Poor Oldsmobile. During the 1980s it went from volume champion to being essentially the Cutlass Division of GM, thus finishing the decade in a real bind. What went wrong? Was it the loss of divisional independence caused by the newly formed B-O-C Group? The omnipresence of front-wheel drive? Increased, and increasingly intense, competition? In any case, only one thing is certain: In the late summer of 1985, the last medium-priced, B-body Delta 88s came off the line. Perhaps taking with it the bulk of Oldsmobile’s upper-middle class clientele.
The first newly downsized full-size Oldsmobiles–including the last of the “big” Delta 88s and equally trimmer Ninety-Eights–debuted in 1977. The zaftig 1971-76 gunboats were now a thing of the past. Sales of their attractive, crisply styled ‘sheer look’ replacements took off. In 1977, Oldsmobile set a production record, albeit on the strength of Cutlasses. But the big cars did very well too.
Despite being much smaller than the ’76s, the ’77 Royales had more interior room and trunk space. One shocking development was that the standard engine was not a V8. A 231 cu in V6 came standard, but 260, 300 and 400 CID V8s were available. And popular. Also available was a 5.7-liter V8 Diesel.
By 1984, the 88 hadn’t changed much, save for new, blockier rooflines and more aerodynamic front ends introduced for 1980. Despite the smoother styling, it was clearly an Oldsmobile. Nice, but not too nice, lest your neighbors get the wrong impression…
The 1985 lineup was a little odd. The all-new, front-wheel drive Ninety-Eights were smaller outside than the bread-and-butter 88s. While they were indeed very luxurious, and more space-and fuel-efficient than the ’84 Ninety-Eights and ’85 88s, they were nonetheless perceived as less car for more money.
Although the new ’85 FWD Ninety-Eight outsold the 1984 model (sales more than doubled, in fact), I would not be surprised if many traditional Ninety-Eight customers opted instead for the top-of-the line Delta 88 Luxury Sedan that featured the previous year’s Ninety-Eight interior. After all, there were plenty of Oldsmobile buyers who still subscribed to the 1950s-1960s idea that bigger is better. For a while.
So was there a Brougham version? But of course! Although the new 1985-only Luxury Sedan was now top dog, the Royale Brougham was not lacking for power options, chrome, and velour by the square foot. The Luxury Sedan, along with all Broughams, inherited the grille form the 1980 Ninety-Eight. Even the standard Royale got the wide chrome rocker moldings, belt reveal and wheel opening moldings. The Royale coupes got opera lamps. The two-color taillamps carried over from the 1984 version.
Back in April 2012 I visited my aunt and uncle in Iowa City, to go to dinner and check out the first Sycamore cruise-in of the year. Dave and I stopped at the local Chrysler/Dodge/Jeep dealer to check out the Challengers. Dave actually worked there in the mid-’80s, but like me, car sales were not for him (during his time there he sold one car, an Omni. Yep.) and he moved on to greener pastures.

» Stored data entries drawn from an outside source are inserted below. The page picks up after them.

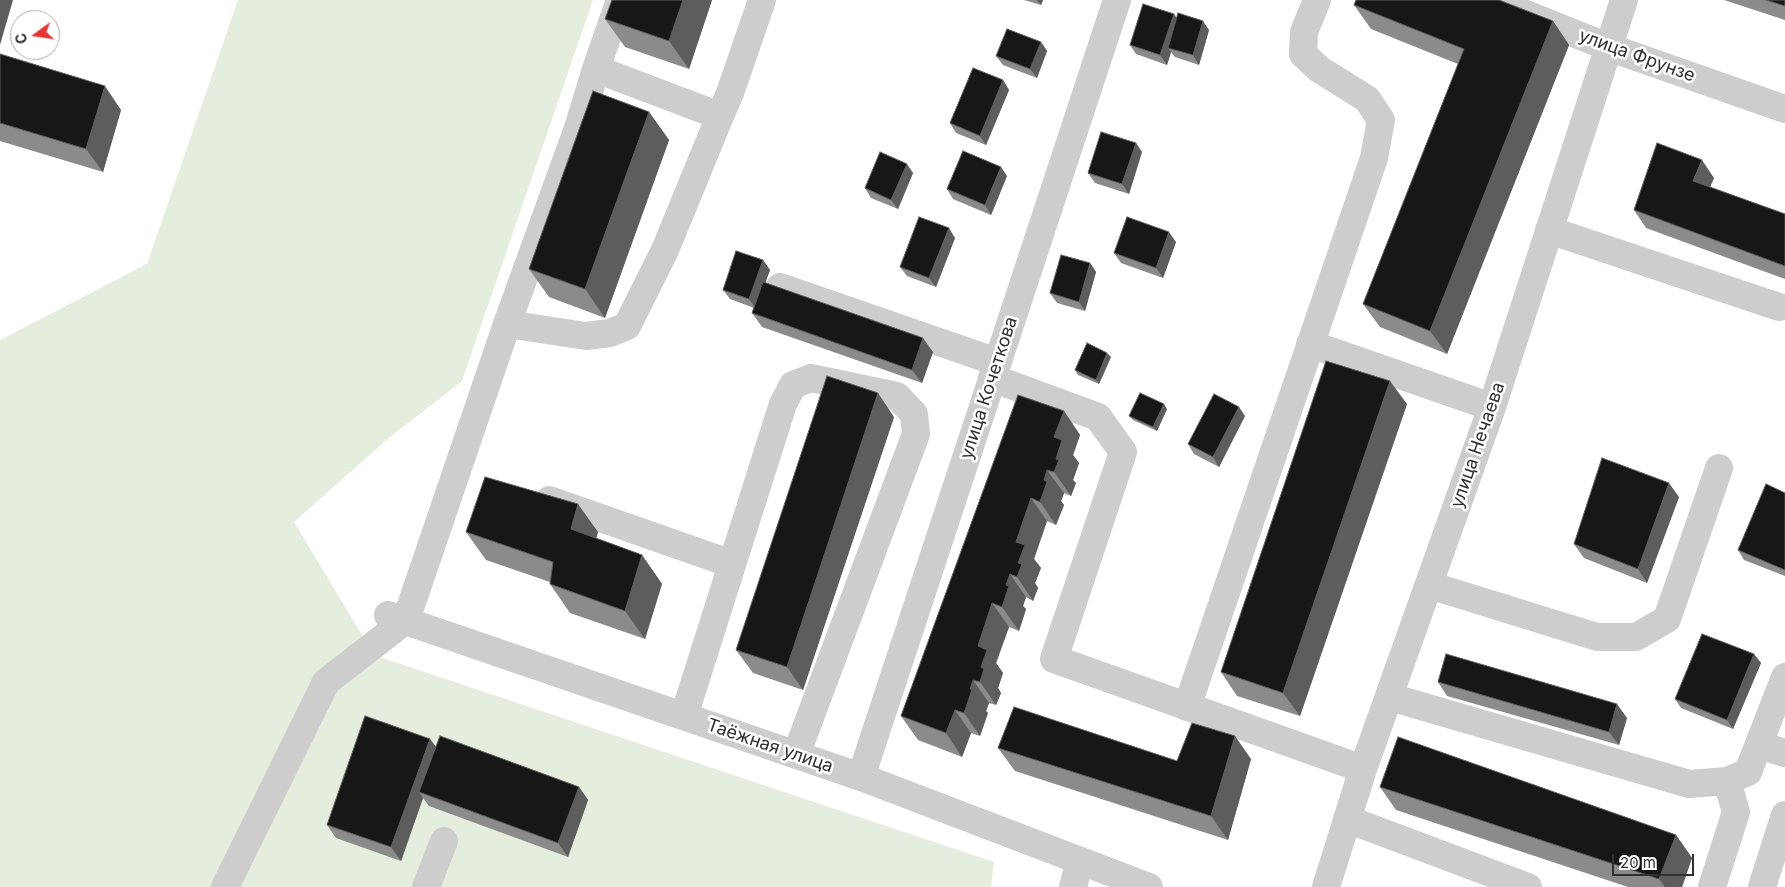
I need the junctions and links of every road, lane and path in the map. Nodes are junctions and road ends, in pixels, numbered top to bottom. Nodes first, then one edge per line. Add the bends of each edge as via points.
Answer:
1 (620, 0) edge
2 (762, 0) edge
3 (1117, 0) edge
4 (1317, 0) edge
5 (1491, 0) edge
6 (1624, 0) edge
7 (1608, 47) junction
8 (596, 69) junction
9 (1785, 109) edge
10 (720, 116) junction
11 (1549, 230) junction
12 (780, 287) edge
13 (1779, 307) dead end
14 (507, 324) junction
15 (1310, 344) junction
16 (995, 370) junction
17 (1492, 408) junction
18 (1719, 468) dead end
19 (525, 491) edge
20 (732, 564) junction
21 (1429, 585) junction
22 (397, 617) junction
23 (1785, 677) edge
24 (1390, 696) junction
25 (1188, 706) junction
26 (684, 716) junction
27 (1758, 746) junction
28 (1785, 753) edge
29 (796, 755) junction
30 (1363, 769) junction
31 (861, 777) junction
32 (1727, 781) junction
33 (1785, 815) edge
34 (1347, 819) junction
35 (444, 841) dead end
36 (1080, 860) junction
37 (225, 887) edge
38 (426, 887) edge
39 (1073, 887) edge
40 (1150, 887) edge
41 (1326, 887) edge
42 (1528, 887) edge
43 (1712, 887) edge
44 (1762, 887) edge

1 - 8 street
2 - 10 street
3 - 16 street, улица Кочеткова
4 - 15 street via 1304,32 1303,54 1319,69 1367,99 1381,120 1374,158
5 - 7 street, улица Фрунзе
6 - 7 street, улица Нечаева
7 - 9 street, улица Фрунзе
7 - 11 street, улица Нечаева
8 - 10 street
8 - 14 street
10 - 14 street via 665,250 627,326 610,334 586,336
11 - 13 street
11 - 17 street, улица Нечаева
12 - 16 street
14 - 22 street
15 - 17 street
15 - 25 street
16 - 25 street via 1098,417 1123,452 1054,659
16 - 31 street, улица Кочеткова
17 - 21 street, улица Нечаева
18 - 21 street via 1667,619 1636,637 1597,637
19 - 20 street
20 - 26 street
20 - 29 street via 792,385 812,378 897,396 914,414 916,434
21 - 24 street, улица Нечаева
22 - 26 street, Таёжная улица
22 - 37 street via 326,682
23 - 27 street
24 - 30 street, улица Нечаева
24 - 32 street via 1688,784
25 - 30 street
26 - 29 street, Таёжная улица
27 - 28 street
27 - 32 street via 1748,772
29 - 31 street, Таёжная улица
30 - 34 street, улица Нечаева
31 - 36 street, Таёжная улица
32 - 43 street via 1736,812
33 - 44 street
34 - 41 street, улица Нечаева
34 - 42 street
35 - 38 street
36 - 39 street
36 - 40 street, Таёжная улица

As we arrived, I noticed a B-body Olds among the new Rams and 300s. Upon closer inspection, I realized this car was a gem: no rust, nice paint and apparently original. In winter, Iowa City does not use salt but sand on its roads, which may account for the fine condition of this Royale.
Keep in mind this is the standard Royale, and not a Brougham or LS. But it was still pretty nice, and possibly better for those who aren’t quite as infatuated with Broughamy touches as your author. The blue interior on our featured coupewas an especially nice complement to the navy blue paint and landau top. And it looked even better with its optional chrome Super Stock wheels and dual chrome pipes–much nicer looking than the rattly wire wheel covers that probably 98.5% of these cars came with.
These were great cars, tough and reliable. Oldsmobile, you left us too soon.